Here are a couple things I caught myself that I was unsure what to do with, it'd be great if I could get a second opinion.

-First 3 measures: I was unsure whether to write it like this in 2/4, or possible write it in 3/4, and then have a metric modulation into the fourth measure of Dotted Quarter = Quarter. Was wondering if anybody had thoughts on this.

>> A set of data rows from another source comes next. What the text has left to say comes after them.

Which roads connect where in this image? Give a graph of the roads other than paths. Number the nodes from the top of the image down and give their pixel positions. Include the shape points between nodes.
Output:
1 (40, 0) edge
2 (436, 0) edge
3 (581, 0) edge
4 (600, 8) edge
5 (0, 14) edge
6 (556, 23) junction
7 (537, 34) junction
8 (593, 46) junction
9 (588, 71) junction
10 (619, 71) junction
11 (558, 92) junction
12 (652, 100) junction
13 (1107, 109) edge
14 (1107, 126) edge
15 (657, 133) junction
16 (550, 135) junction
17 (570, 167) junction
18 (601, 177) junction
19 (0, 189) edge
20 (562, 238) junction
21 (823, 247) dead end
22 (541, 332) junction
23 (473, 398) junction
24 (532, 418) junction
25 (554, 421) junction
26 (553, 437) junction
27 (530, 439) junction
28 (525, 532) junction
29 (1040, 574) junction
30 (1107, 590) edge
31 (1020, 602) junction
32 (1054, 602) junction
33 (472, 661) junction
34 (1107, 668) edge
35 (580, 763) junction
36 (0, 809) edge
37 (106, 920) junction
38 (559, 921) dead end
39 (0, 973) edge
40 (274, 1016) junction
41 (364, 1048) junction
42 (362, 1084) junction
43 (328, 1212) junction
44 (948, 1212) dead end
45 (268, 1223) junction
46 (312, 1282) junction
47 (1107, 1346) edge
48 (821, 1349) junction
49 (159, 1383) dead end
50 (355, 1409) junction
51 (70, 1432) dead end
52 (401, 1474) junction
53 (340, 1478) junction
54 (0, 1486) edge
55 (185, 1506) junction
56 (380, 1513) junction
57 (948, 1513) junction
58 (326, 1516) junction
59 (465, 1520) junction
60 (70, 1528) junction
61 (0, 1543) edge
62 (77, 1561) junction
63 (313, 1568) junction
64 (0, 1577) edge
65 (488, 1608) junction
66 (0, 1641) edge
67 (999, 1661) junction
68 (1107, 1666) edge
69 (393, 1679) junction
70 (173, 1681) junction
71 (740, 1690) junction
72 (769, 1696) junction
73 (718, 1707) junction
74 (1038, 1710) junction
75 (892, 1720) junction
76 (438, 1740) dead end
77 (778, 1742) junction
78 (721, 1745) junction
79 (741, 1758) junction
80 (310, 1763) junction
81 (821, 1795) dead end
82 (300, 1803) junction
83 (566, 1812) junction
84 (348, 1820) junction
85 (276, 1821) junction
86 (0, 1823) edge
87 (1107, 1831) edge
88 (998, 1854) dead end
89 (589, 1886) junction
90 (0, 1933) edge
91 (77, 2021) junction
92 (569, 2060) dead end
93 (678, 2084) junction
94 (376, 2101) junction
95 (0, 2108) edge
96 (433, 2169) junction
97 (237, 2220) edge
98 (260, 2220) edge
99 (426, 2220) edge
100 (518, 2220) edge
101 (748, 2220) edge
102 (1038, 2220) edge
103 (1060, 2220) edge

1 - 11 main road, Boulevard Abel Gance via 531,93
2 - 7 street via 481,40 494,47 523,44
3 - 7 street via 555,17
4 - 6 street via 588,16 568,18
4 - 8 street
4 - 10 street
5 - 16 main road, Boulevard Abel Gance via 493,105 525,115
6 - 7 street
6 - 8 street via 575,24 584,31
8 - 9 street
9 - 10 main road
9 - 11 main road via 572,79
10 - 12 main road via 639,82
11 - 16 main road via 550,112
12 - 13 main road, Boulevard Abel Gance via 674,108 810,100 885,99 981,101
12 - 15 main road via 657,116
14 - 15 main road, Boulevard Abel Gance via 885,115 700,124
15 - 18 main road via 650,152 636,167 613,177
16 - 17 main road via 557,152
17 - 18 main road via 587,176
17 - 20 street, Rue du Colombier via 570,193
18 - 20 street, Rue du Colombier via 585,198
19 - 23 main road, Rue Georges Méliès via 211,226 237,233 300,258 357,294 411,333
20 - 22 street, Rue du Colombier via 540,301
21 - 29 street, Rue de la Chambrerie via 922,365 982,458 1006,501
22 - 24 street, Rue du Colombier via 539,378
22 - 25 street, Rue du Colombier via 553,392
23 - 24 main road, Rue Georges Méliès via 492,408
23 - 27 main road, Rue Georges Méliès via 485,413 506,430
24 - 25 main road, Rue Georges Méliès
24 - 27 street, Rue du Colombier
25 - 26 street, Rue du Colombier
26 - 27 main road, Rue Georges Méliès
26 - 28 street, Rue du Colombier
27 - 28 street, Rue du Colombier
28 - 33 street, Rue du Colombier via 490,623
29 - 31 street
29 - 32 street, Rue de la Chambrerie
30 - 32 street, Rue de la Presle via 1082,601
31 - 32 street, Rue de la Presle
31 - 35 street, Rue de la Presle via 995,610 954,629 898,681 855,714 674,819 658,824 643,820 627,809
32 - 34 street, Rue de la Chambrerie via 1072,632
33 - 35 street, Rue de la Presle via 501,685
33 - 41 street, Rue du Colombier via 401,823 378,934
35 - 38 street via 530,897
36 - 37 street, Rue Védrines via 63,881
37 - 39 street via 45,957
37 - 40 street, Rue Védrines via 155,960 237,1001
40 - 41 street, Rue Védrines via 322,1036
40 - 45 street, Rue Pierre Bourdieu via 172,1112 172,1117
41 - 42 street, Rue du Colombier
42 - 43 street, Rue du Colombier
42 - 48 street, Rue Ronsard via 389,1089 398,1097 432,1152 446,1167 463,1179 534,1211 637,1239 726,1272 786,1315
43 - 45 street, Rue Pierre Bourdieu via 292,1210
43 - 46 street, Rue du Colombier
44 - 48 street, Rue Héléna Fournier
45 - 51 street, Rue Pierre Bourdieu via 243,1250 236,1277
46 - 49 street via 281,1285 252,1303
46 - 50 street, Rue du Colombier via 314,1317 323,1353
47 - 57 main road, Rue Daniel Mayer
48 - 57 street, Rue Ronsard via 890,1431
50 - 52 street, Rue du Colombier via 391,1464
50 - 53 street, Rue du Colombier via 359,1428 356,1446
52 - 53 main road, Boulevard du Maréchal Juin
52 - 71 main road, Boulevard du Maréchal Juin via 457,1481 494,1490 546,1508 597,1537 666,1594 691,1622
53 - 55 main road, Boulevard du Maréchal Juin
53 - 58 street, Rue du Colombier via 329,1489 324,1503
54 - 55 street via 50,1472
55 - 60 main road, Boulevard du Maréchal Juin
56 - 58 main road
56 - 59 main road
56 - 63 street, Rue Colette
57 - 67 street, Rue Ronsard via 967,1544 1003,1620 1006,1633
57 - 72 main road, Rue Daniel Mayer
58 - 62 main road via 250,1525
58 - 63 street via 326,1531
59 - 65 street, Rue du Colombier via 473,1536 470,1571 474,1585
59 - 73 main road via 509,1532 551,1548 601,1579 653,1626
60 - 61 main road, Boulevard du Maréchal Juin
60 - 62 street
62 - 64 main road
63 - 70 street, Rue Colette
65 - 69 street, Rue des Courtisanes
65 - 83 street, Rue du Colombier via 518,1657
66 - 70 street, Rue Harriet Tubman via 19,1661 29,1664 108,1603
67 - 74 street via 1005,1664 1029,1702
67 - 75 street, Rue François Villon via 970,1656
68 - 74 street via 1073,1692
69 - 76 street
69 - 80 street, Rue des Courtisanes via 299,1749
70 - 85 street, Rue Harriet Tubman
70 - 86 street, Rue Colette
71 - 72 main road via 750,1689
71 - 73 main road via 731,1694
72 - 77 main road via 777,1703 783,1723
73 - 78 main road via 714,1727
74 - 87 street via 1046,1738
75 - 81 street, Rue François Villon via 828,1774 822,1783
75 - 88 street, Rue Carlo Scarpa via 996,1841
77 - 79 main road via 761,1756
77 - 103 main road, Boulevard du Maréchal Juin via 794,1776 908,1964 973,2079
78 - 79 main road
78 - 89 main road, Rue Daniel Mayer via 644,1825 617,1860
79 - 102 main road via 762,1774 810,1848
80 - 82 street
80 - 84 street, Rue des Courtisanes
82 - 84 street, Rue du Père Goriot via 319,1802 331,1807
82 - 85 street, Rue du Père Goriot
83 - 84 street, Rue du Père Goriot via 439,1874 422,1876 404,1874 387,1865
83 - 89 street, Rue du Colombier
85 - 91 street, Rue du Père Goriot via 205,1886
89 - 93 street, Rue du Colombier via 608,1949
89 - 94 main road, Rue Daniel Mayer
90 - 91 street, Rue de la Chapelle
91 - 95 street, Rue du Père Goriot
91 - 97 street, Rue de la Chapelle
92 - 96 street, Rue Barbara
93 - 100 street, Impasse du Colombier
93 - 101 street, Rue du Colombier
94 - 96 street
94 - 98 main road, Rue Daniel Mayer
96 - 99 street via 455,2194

-There are a couple spots where the bass pizzicatos and the bassoon have different notes on the downbeat (measures 7, 22, and other places where that bass part is repeated). I think it sounds fine in the recording, but when it's on the piano it just randomly sounds like a fifth and an octave in the bass. I was thinking about possibly removing either the bass pizz notes or the bassoon notes, but couldn't decide which. I think the bassoon notes are more prominent in the recording, but the bass pizz notes are lower pitched, so I could see either being a good choice. I was wondering if anybody could weigh in on this.

-I was also unsure on what NSM's philosophy on writing key signatures for modes was. Should I write the key signature of D major to use the least amount of accidentals, or should I use the key signature of E minor since Dorian is a minor mode?

-Measures 48-49 I can't tell if the notes I have written on LH counts 2&3 are actually being played or if my ear is just making them up, I could use a second opinion!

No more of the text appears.